O que pode ajudar a espalhar felicidade é a gente acolher antes de exigir. Antes de exigirmos que o outro se molde à nossa felicidade, precisamos tentar pensar em construir juntos.

Me parece, ainda, que estamos cada vez menos dispostos a nos permitir esse recolhimento...

Nós, seres humanos, somos complicados, complexos e difíceis. Mas o que existe hoje em dia é uma cobrança — e uma autocobrança — pela felicidade permanente. Isso é falso. A gente precisa se dar o tempo para a frustração, para o recolhimento. O próprio Freud lembra o quanto os períodos de luto são importantes para a gente se refazer. Então, de vez em quando, assumir que não está tudo bem é a coisa mais humana que se tem a fazer.

Mas é díficil assumis as nossas vulnerabilidades, né? É por isso que buscamos escapar desse conflito - seja por drogas lícitas ou ilícitas que nos afastam da realidade do que sentimos?

Isso é uma decorrência da exigência de ser feliz. Uma exigência com a qual nós não sabemos lidar porque ela não é natural, ela é artificial. É uma exigência da ideia de que nos precisamos aparentar estarmos bem, satisfeitos e realizados o tempo todo. Como se nós não tivéssemos conflitos. E lidar com os conflitos e com os estados emocionais do ser humano é um desafio que não pode ser substituído por nenhum tipo de pílula.

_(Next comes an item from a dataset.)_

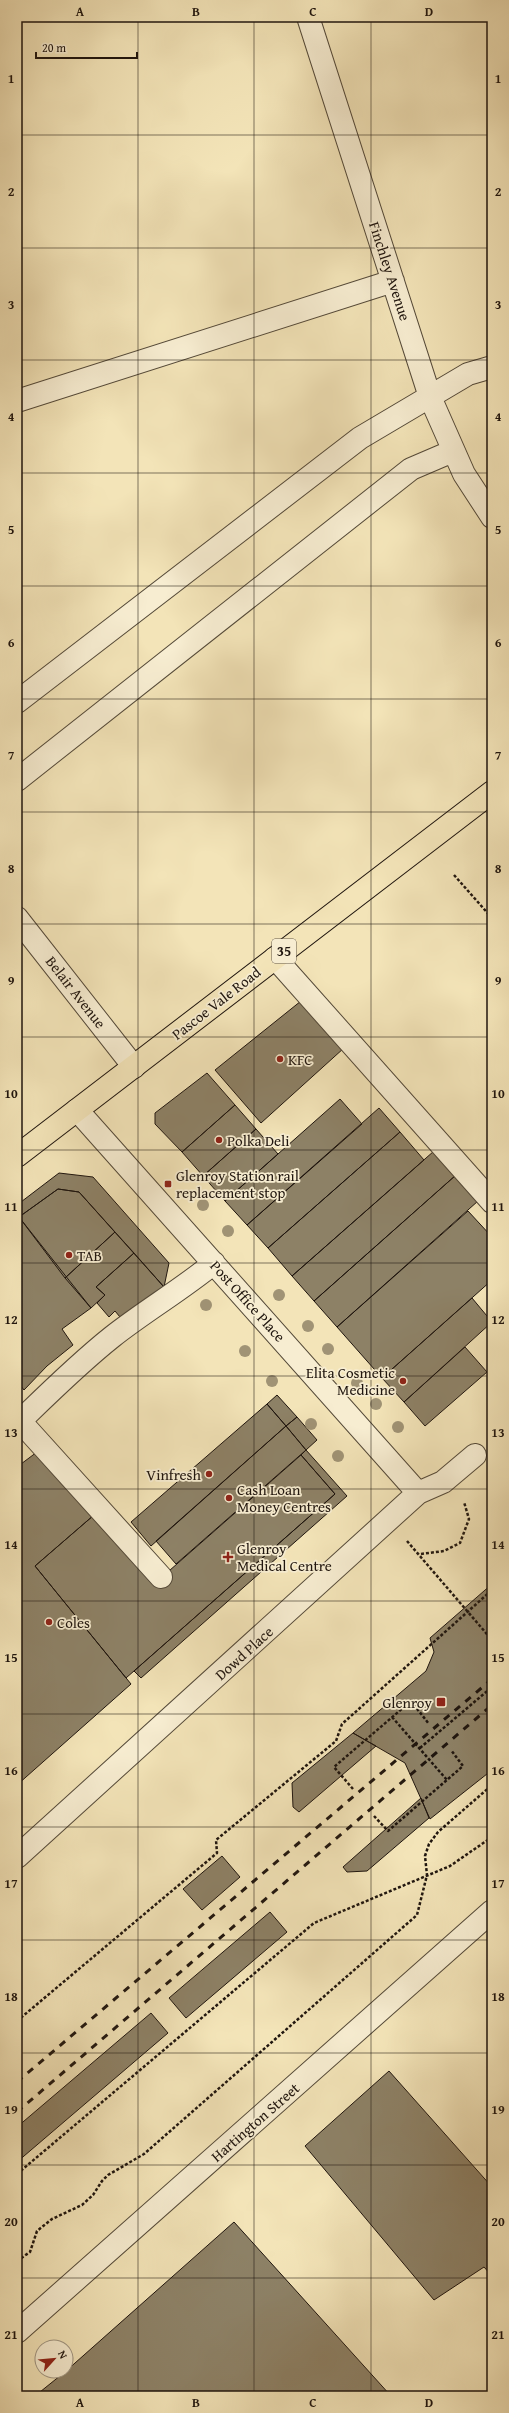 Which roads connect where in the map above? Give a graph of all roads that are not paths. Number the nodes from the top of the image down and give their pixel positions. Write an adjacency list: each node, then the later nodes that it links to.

Mas é preciso frisar: quando necessário, o tratamento médico é indispensável. Não podemos misturar as coisas. Mas, quando o tratamento médico não é diagnosticado, nós percebemos que essa tentativa de felicidade a todo custo deriva dessa obrigação de ser feliz. Mas a felicidade a gente não impõe, nem para nós nem para os outros. Felicidade a gente constrói junto. É um dos estados que a gente consegue construir não só na relação com a gente, mas na relação com o outro. Isso é uma coisa muito bonita. É algo que a gente precisa compartilhar.